Could you copy each line of the entries that contains "rows"?
↓↓↓
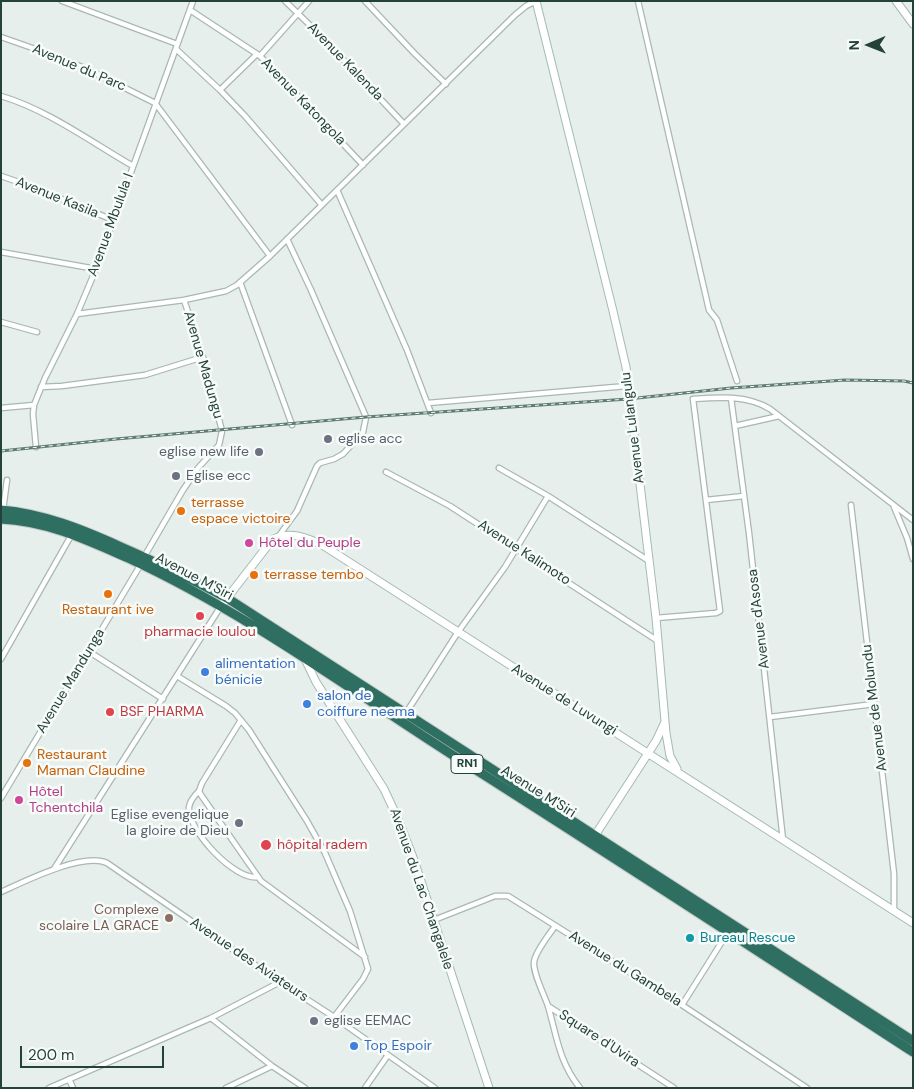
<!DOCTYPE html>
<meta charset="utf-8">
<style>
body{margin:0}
#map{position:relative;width:914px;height:1089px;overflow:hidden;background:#e6efeb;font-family:"DM Sans",sans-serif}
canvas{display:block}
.frame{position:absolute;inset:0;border:2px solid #24423a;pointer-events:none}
.north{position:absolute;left:844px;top:20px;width:50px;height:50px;-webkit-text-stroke:4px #f7fbf9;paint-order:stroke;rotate:269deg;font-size:14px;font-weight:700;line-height:20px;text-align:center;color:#24423a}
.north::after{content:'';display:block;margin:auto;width:18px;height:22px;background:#24423a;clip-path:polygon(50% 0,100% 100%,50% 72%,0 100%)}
.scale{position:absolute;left:20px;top:1046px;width:144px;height:22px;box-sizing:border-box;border:2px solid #24423a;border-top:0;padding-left:6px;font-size:15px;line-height:18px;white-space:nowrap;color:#24423a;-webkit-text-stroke:4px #f7fbf9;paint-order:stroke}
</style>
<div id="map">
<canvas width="914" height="1089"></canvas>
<div class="frame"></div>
<div class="north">N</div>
<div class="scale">200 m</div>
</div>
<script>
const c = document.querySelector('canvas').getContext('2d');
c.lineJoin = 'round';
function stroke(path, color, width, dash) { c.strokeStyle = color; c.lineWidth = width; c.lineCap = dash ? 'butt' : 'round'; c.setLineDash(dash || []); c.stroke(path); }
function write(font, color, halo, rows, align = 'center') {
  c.font = font + ' "DM Sans",sans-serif'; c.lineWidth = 5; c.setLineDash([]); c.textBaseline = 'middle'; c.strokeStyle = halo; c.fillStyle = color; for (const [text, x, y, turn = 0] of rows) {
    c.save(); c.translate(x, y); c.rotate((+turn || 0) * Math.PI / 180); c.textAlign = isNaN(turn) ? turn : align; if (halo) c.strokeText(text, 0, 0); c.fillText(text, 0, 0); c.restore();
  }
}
const street = new Path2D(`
 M62,1L177,44
 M285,1L318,33L404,124
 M365,1L415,54L446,84
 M638,1L709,310L717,320L737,381
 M190,10L260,56L363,165
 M1,37L58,57L89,70L155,103L270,256
 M176,49L220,90L245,116L321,204
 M260,56L309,1
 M220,90L257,54
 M1,96C48,110 91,142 133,166
 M1,176L27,185L113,220
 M337,190L407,350L431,413
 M1,252L96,269
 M240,282L292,425
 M77,314L184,300L226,291L237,285L270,256L515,15L526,6L536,1
 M1,322L37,332
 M41,387L62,386L145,375L203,357
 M731,398L749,533L783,840
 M428,403L627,386
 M1,408L34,405
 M735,426L779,416
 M36,447L33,414L34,405L45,378L77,314L96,269L193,1
 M499,468L548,496L649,561
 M386,472L450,506L658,641
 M706,500L744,496
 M851,505L894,874V911
 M894,507L907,538L913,559
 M3,510L7,480
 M278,537L297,511L317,466L320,463L334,459L343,454L363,432L366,417L311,290L287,239
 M144,557L183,490L198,468L219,445L222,431L203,357L184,300
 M656,618L716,613L720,611L693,399C720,397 747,395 770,409L913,520
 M88,651L163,699
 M1,659L72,534
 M177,676L226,706L235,713L249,730L307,821L325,853L350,911L368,969L363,979L334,1017
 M406,713L458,632L505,567L548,496
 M770,717L874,704
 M241,720L202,783L199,791L201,795L261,881L365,957
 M199,791C195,795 190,800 189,807C187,830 235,881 258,877
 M1,798L141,564
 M54,869L221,606
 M1,892C25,881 83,852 107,863L280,982L334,1017L435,1088
 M434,920L495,896H508L682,1005L807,1088
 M555,926C549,935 535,952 534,962C533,974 544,994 548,1006C557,1037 559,1062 580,1088
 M682,1005L728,932
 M548,1006L674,1088
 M211,1018L272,1066L305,1088
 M69,1079L73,1088
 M49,1088L211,1018L280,982
 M226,1088L272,1066
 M365,1088L388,1055`);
const secondary = new Path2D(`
 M536,1L613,311L626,367L656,618L666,733L670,756L677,769
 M896,1L913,24
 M221,606L272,540C290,530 308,538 324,546L913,923
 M305,659L316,682L384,789L398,819L414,860L489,1088
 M592,840L656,741L664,724`);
const highway = new Path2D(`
 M1,510C44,514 81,529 119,546C156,562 191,579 227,598L913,1041
 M1,519C47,521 87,540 128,558C243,611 345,686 451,754C606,852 759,952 913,1052`);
const rail = new Path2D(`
 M1,451L116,439L366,417L628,399L731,388L845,380L904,381L913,383`);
const markers = [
 [328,439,5,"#6b7280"],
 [259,452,5,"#6b7280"],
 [176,476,5,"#6b7280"],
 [181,511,5,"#e8710a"],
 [249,543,5,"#d1479c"],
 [254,575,5,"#e8710a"],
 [108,594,5,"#e8710a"],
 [200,616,5,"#e0444e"],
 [205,672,5,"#3f7fe0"],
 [307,704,5,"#3f7fe0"],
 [110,712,5,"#e0444e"],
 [27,763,5,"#e8710a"],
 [19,800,5,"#d1479c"],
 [239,823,5,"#6b7280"],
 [266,845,6,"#e0444e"],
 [169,918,5,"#8d6e63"],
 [690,938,5,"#0f9aa8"],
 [314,1021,5,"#6b7280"],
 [354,1046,5,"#3f7fe0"]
];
const shields = [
 [467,764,32]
];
const shieldNames = [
 ["RN1",467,764]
];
const streetNames = [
 ["Avenue Kalenda",345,62,46],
 ["Avenue du Parc",79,68,23],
 ["Avenue Katongola",303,102,46],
 ["Avenue Kasila",57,198,22],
 ["Avenue Mbulula I",111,225,-70],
 ["Avenue Madungu",203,365,74],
 ["Avenue Lulangulu",633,428,-97],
 ["Avenue Kalimoto",524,553,33],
 ["Avenue M'Siri",194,577,28],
 ["Avenue d'Asosa",759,619,-97],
 ["Avenue Mandunga",71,681,-59],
 ["Avenue de Luvungi",564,700,32],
 ["Avenue de Molundu",875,708,-97],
 ["Avenue M'Siri",538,792,32],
 ["Avenue du Lac Changalele",421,889,71],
 ["Avenue des Aviateurs",249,960,34],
 ["Avenue du Gambela",625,969,32],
 ["Square d'Uvira",599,1039,33]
];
const worshipNames = [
 ["eglise acc",338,439],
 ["eglise new life",249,452,"right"],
 ["Eglise ecc",186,476],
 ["Eglise evengelique",229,815,"right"],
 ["la gloire de Dieu",229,831,"right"],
 ["eglise EEMAC",324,1021]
];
const foodNames = [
 ["terrasse",191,503],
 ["espace victoire",191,519],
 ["terrasse tembo",264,575],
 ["Restaurant ive",108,610,"center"],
 ["Restaurant",37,755],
 ["Maman Claudine",37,771]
];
const hotelNames = [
 ["Hôtel du Peuple",259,543],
 ["Hôtel",29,792],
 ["Tchentchila",29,808]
];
const healthNames = [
 ["pharmacie loulou",200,632,"center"],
 ["BSF PHARMA",120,712],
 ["hôpital radem",277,845]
];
const shopNames = [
 ["alimentation",215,664],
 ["bénicie",215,680],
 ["salon de",317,696],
 ["coiffure neema",317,712],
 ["Top Espoir",364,1046]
];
const educationNames = [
 ["Complexe",159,910],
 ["scolaire LA GRACE",159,926]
];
const cultureNames = [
 ["Bureau Rescue",700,938]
];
stroke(street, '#a8b8b2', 7);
stroke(secondary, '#a4bbb3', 9);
stroke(highway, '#c2cac8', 11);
stroke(street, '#fff', 4.5);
stroke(secondary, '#fff', 7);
stroke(highway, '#2f6f62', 9);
stroke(rail, '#5f7d75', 3);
stroke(rail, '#f7fbf9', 1, [4]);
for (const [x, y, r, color] of markers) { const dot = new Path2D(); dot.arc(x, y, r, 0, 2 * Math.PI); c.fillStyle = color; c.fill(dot); stroke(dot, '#f7fbf9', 2); }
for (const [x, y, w] of shields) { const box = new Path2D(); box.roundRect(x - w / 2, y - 9.5, w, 19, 4); c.fillStyle = '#f7fbf9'; c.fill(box); stroke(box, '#24423a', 1); }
write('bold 12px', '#24423a', null, shieldNames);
write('14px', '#24423a', '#f7fbf9', streetNames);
write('14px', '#5b616d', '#f7fbf9', worshipNames, 'left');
write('14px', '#c56008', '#f7fbf9', foodNames, 'left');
write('14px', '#b23c85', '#f7fbf9', hotelNames, 'left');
write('14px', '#be3a42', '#f7fbf9', healthNames, 'left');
write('14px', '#366cbe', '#f7fbf9', shopNames, 'left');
write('14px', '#785e54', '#f7fbf9', educationNames, 'right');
write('14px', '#0d838f', '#f7fbf9', cultureNames, 'left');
</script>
↑↑↑
Answer box:
function write(font, color, halo, rows, align = 'center') {
  c.font = font + ' "DM Sans",sans-serif'; c.lineWidth = 5; c.setLineDash([]); c.textBaseline = 'middle'; c.strokeStyle = halo; c.fillStyle = color; for (const [text, x, y, turn = 0] of rows) {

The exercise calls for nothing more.